## ABOUT THIS TASK
Each of the entries below is to be written out exactly, and the images skipped.

[AVAILABLE DATA Boundary: Start]

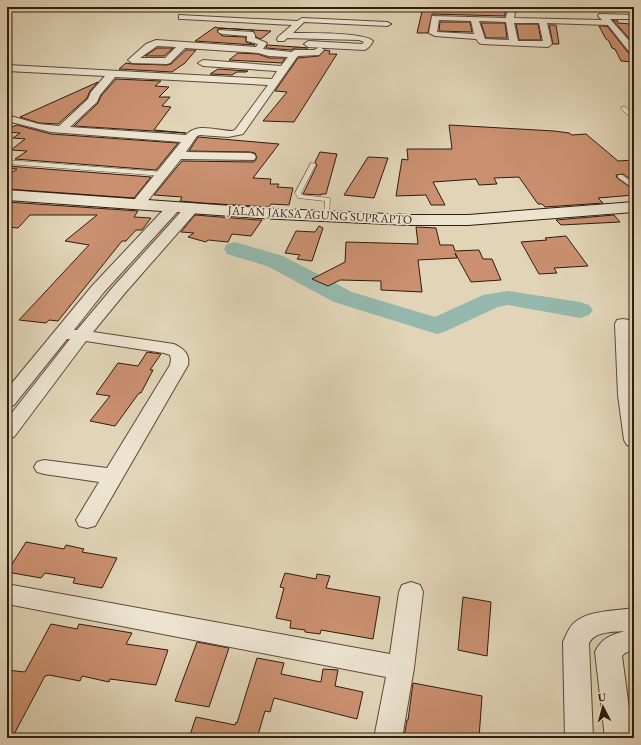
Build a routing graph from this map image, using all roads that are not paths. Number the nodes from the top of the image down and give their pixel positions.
1 (512, 7) edge
2 (614, 8) edge
3 (601, 15) junction
4 (182, 17) dead end
5 (468, 17) junction
6 (620, 17) junction
7 (634, 17) edge
8 (435, 18) junction
9 (510, 20) junction
10 (542, 21) junction
11 (593, 22) junction
12 (610, 23) junction
13 (387, 24) dead end
14 (296, 25) junction
15 (476, 28) junction
16 (376, 30) dead end
17 (210, 31) dead end
18 (285, 35) junction
19 (479, 37) junction
20 (274, 42) junction
21 (514, 43) junction
22 (184, 44) junction
23 (260, 47) junction
24 (320, 50) dead end
25 (634, 52) edge
26 (294, 55) junction
27 (203, 63) dead end
28 (7, 68) edge
29 (284, 69) junction
30 (112, 74) junction
31 (275, 82) junction
32 (624, 108) dead end
33 (634, 115) edge
34 (7, 118) edge
35 (61, 130) junction
36 (192, 135) junction
37 (176, 155) junction
38 (250, 158) dead end
39 (7, 162) edge
40 (312, 164) dead end
41 (163, 174) junction
42 (620, 176) dead end
43 (634, 187) edge
44 (7, 194) edge
45 (136, 205) junction
46 (174, 207) junction
47 (634, 207) edge
48 (192, 208) junction
49 (327, 217) junction
50 (140, 244) junction
51 (158, 246) junction
52 (623, 324) dead end
53 (62, 333) junction
54 (81, 336) junction
55 (631, 395) edge
56 (7, 401) edge
57 (7, 432) edge
58 (634, 440) edge
59 (44, 467) dead end
60 (112, 476) junction
61 (87, 520) dead end
62 (411, 592) dead end
63 (7, 594) edge
64 (634, 619) edge
65 (634, 639) edge
66 (401, 668) junction
67 (388, 738) edge
68 (578, 738) edge
69 (619, 738) edge

1 - 9 street
2 - 6 street
3 - 6 street
3 - 11 street
3 - 12 street
4 - 14 street
5 - 8 street
5 - 9 street
5 - 15 street
6 - 7 street
8 - 15 street
8 - 19 street
9 - 10 street
9 - 21 street
10 - 11 street
10 - 21 street
11 - 12 street
12 - 25 street
13 - 14 street
14 - 16 street
14 - 18 street
15 - 19 street
17 - 23 street
18 - 20 street
18 - 20 street
19 - 21 street
20 - 23 street
22 - 22 street
22 - 23 street
23 - 26 street
24 - 26 street
26 - 29 street
27 - 29 street
28 - 30 street
29 - 31 street
30 - 31 street
30 - 35 street
31 - 36 street
32 - 33 lane
34 - 35 street
35 - 36 street
36 - 37 street
37 - 38 street
37 - 41 street
39 - 41 lane
40 - 49 lane
41 - 45 street
42 - 43 lane
44 - 45 main road, JALAN JAKSA AGUNG SUPRAPTO
45 - 46 main road, JALAN JAKSA AGUNG SUPRAPTO
46 - 48 main road, JALAN JAKSA AGUNG SUPRAPTO
46 - 50 street
47 - 49 main road, JALAN JAKSA AGUNG SUPRAPTO
48 - 49 main road, JALAN JAKSA AGUNG SUPRAPTO
48 - 51 street
50 - 51 street
50 - 53 street
51 - 54 street
52 - 55 street
53 - 54 street
53 - 56 street
54 - 57 street
54 - 60 street
55 - 58 street
59 - 60 street
60 - 61 street
62 - 66 street
63 - 66 street
64 - 68 street
65 - 69 street
66 - 67 street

[AVAILABLE DATA Boundary: End]

## ANSWER TO THE EXERCISE
Build a routing graph from this map image, using all roads that are not paths. Number the nodes from the top of the image down and give their pixel positions.
1 (512, 7) edge
2 (614, 8) edge
3 (601, 15) junction
4 (182, 17) dead end
5 (468, 17) junction
6 (620, 17) junction
7 (634, 17) edge
8 (435, 18) junction
9 (510, 20) junction
10 (542, 21) junction
11 (593, 22) junction
12 (610, 23) junction
13 (387, 24) dead end
14 (296, 25) junction
15 (476, 28) junction
16 (376, 30) dead end
17 (210, 31) dead end
18 (285, 35) junction
19 (479, 37) junction
20 (274, 42) junction
21 (514, 43) junction
22 (184, 44) junction
23 (260, 47) junction
24 (320, 50) dead end
25 (634, 52) edge
26 (294, 55) junction
27 (203, 63) dead end
28 (7, 68) edge
29 (284, 69) junction
30 (112, 74) junction
31 (275, 82) junction
32 (624, 108) dead end
33 (634, 115) edge
34 (7, 118) edge
35 (61, 130) junction
36 (192, 135) junction
37 (176, 155) junction
38 (250, 158) dead end
39 (7, 162) edge
40 (312, 164) dead end
41 (163, 174) junction
42 (620, 176) dead end
43 (634, 187) edge
44 (7, 194) edge
45 (136, 205) junction
46 (174, 207) junction
47 (634, 207) edge
48 (192, 208) junction
49 (327, 217) junction
50 (140, 244) junction
51 (158, 246) junction
52 (623, 324) dead end
53 (62, 333) junction
54 (81, 336) junction
55 (631, 395) edge
56 (7, 401) edge
57 (7, 432) edge
58 (634, 440) edge
59 (44, 467) dead end
60 (112, 476) junction
61 (87, 520) dead end
62 (411, 592) dead end
63 (7, 594) edge
64 (634, 619) edge
65 (634, 639) edge
66 (401, 668) junction
67 (388, 738) edge
68 (578, 738) edge
69 (619, 738) edge

1 - 9 street
2 - 6 street
3 - 6 street
3 - 11 street
3 - 12 street
4 - 14 street
5 - 8 street
5 - 9 street
5 - 15 street
6 - 7 street
8 - 15 street
8 - 19 street
9 - 10 street
9 - 21 street
10 - 11 street
10 - 21 street
11 - 12 street
12 - 25 street
13 - 14 street
14 - 16 street
14 - 18 street
15 - 19 street
17 - 23 street
18 - 20 street
18 - 20 street
19 - 21 street
20 - 23 street
22 - 22 street
22 - 23 street
23 - 26 street
24 - 26 street
26 - 29 street
27 - 29 street
28 - 30 street
29 - 31 street
30 - 31 street
30 - 35 street
31 - 36 street
32 - 33 lane
34 - 35 street
35 - 36 street
36 - 37 street
37 - 38 street
37 - 41 street
39 - 41 lane
40 - 49 lane
41 - 45 street
42 - 43 lane
44 - 45 main road, JALAN JAKSA AGUNG SUPRAPTO
45 - 46 main road, JALAN JAKSA AGUNG SUPRAPTO
46 - 48 main road, JALAN JAKSA AGUNG SUPRAPTO
46 - 50 street
47 - 49 main road, JALAN JAKSA AGUNG SUPRAPTO
48 - 49 main road, JALAN JAKSA AGUNG SUPRAPTO
48 - 51 street
50 - 51 street
50 - 53 street
51 - 54 street
52 - 55 street
53 - 54 street
53 - 56 street
54 - 57 street
54 - 60 street
55 - 58 street
59 - 60 street
60 - 61 street
62 - 66 street
63 - 66 street
64 - 68 street
65 - 69 street
66 - 67 street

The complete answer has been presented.